6. It is an admitted position that the petitioners were granted bail by the Sessions judge vide order dated 13.7.1998 and the petition under Section 439(2), Cr.P.C. was filed for cancellation of bail on 11.8.1998 just after 28 days of the passing of the bail order, which apparently indicates that the petitioners were not given an opportunity for complying the compromise already held between the parties. Compromise petition was filed jointly which also indicates a joint liability of both parties for complying the same. There is no material to show that the petitioners were found tampering with the evidence or putting any interference in the proceedings of the case, nor there is any evidence coming forward to show that the petitioners are threatening either to the witnesses of the complainant or to the complainant at any point of time after granting bail to them. It is true that at the time of granting bail to the petitioners, the compromise petition filed, by both sides was also taken into account for consideration, but admittedly there is no evidence or allegation that the petitioners are putting any hurdle in the proceedings of the case or tampering with the evidence or threatening any of the witnesses of the complainant under which the bail granted to a person can be cancelled at any moment if such fact is alleged and comes into light.

7. The Apex Court also laid down some guidelines for cancellation of bail as reported in 1992 Cr.L.C. (S.C.) page-3712, i.e. :

(i) The bail can be cancelled where the accused misuses his liberty by indulging in similar criminal activity.

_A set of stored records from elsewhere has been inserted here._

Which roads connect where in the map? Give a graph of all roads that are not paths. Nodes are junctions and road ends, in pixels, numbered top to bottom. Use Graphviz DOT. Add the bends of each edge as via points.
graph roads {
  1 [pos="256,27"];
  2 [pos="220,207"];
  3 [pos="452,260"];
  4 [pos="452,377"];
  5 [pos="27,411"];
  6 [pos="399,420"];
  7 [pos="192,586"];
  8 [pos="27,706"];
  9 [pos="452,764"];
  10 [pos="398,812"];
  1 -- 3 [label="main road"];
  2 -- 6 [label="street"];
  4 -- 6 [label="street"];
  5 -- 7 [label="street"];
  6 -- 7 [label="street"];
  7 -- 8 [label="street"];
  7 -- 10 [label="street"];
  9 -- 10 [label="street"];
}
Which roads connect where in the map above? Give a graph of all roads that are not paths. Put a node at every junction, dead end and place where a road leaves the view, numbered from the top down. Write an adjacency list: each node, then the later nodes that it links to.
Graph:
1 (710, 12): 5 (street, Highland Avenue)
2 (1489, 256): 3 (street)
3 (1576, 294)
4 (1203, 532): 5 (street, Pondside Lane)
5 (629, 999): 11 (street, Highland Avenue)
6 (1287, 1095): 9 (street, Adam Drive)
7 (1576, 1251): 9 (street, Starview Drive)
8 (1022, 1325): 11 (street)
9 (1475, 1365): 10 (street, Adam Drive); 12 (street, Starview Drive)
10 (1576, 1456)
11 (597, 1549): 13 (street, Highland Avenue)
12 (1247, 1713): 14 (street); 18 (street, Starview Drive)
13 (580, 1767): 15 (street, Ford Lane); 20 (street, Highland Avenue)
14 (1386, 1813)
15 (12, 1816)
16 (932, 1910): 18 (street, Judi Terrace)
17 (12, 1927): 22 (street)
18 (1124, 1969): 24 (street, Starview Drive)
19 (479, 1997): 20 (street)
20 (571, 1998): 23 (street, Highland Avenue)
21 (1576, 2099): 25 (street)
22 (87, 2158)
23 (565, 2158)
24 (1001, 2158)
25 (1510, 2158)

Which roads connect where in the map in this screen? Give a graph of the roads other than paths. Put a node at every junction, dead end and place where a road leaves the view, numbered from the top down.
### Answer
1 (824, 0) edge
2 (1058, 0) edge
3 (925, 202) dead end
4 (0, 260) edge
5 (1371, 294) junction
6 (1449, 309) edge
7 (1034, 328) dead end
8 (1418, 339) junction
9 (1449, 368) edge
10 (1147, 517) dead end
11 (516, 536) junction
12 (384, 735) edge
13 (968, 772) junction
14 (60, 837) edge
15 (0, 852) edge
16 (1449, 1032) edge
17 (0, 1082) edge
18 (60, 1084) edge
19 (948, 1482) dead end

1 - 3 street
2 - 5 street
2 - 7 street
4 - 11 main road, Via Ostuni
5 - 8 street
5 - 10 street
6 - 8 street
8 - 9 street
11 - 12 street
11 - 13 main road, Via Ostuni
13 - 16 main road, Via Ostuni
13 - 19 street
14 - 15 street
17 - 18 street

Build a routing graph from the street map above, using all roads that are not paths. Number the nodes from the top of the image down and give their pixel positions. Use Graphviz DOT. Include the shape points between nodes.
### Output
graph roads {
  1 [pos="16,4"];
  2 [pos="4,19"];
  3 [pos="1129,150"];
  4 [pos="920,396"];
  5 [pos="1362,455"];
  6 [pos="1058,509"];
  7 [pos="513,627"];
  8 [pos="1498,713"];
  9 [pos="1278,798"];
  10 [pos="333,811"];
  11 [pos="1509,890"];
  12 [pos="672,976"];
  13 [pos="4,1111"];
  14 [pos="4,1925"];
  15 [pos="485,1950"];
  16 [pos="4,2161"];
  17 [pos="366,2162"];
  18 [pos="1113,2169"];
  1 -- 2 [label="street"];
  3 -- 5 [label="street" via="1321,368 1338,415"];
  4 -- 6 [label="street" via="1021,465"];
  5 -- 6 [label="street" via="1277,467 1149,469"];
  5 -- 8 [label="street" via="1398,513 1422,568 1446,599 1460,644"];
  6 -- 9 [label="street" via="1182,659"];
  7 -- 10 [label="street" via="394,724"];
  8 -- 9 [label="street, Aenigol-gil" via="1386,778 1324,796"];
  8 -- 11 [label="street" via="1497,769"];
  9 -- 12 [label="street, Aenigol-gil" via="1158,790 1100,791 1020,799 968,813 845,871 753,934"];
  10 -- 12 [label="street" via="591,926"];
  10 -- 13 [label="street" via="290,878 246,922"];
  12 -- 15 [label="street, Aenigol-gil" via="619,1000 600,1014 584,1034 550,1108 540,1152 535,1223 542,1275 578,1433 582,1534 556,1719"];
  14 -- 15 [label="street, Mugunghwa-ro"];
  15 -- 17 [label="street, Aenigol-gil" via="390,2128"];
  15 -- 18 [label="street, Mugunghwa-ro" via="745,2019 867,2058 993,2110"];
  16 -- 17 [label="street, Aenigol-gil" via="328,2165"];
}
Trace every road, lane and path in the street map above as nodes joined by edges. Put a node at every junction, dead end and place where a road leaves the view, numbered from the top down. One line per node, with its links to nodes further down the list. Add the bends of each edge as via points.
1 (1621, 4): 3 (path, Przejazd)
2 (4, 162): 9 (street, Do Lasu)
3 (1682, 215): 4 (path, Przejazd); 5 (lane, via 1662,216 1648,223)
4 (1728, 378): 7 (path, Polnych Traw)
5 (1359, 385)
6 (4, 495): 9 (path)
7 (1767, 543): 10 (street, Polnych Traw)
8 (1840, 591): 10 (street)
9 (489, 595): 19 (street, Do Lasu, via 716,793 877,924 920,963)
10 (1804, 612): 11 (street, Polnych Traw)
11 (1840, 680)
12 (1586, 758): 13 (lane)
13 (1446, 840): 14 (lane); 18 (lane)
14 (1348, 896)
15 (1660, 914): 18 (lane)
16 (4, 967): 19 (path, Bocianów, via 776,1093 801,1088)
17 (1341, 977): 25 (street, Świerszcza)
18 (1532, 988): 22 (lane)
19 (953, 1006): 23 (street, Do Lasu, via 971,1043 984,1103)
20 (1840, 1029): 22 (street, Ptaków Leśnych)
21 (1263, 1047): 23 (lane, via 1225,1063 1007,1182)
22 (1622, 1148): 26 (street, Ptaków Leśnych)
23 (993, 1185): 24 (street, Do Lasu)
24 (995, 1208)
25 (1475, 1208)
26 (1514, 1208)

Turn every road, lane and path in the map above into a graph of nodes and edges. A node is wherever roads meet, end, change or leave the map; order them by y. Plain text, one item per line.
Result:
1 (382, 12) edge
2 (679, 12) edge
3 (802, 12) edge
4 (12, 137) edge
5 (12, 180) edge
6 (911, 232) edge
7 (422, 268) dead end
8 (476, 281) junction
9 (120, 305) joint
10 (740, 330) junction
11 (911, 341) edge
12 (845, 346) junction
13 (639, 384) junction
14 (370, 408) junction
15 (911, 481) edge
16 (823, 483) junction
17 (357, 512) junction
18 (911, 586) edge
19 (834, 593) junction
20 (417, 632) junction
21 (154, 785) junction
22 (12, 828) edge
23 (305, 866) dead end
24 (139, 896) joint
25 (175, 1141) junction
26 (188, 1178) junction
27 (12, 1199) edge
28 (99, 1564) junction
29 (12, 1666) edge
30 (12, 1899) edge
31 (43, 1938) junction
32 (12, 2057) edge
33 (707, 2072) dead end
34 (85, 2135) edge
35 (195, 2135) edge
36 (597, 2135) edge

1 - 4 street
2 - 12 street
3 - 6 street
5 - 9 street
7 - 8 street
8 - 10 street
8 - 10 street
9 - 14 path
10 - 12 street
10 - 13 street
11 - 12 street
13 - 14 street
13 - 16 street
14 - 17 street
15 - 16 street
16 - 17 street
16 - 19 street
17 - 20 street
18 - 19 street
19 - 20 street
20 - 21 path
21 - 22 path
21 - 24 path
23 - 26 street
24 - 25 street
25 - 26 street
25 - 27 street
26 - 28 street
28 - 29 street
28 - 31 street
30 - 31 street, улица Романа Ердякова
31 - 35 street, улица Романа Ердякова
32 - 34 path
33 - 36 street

(ii) Interference with course of investigation.

(iii) Attempt to tamper with the evidence of witness.

(iv) Threats witness or indulgence in similar activities which would hamper smooth investigation.

(v) There is likelihood of his absconding to another country.

(vi) Attempt to make himself scares by underground or becoming unavailable to the Investigating agency.

(vii) Attempts to place himself beyond the reach of sureties, etc.

8. None of the grounds has been alleged as against the petitioners for cancellation of their bail and as such I find that the learned Sessions Judge committed error in cancelling the bail already granted to the petitioners and the order impugned is fit to be quashed.

9. For the reasons aforementioned, I find merit in this application, which is accordingly allowed. The order dated 29.8.2000 is, hereby, quashed.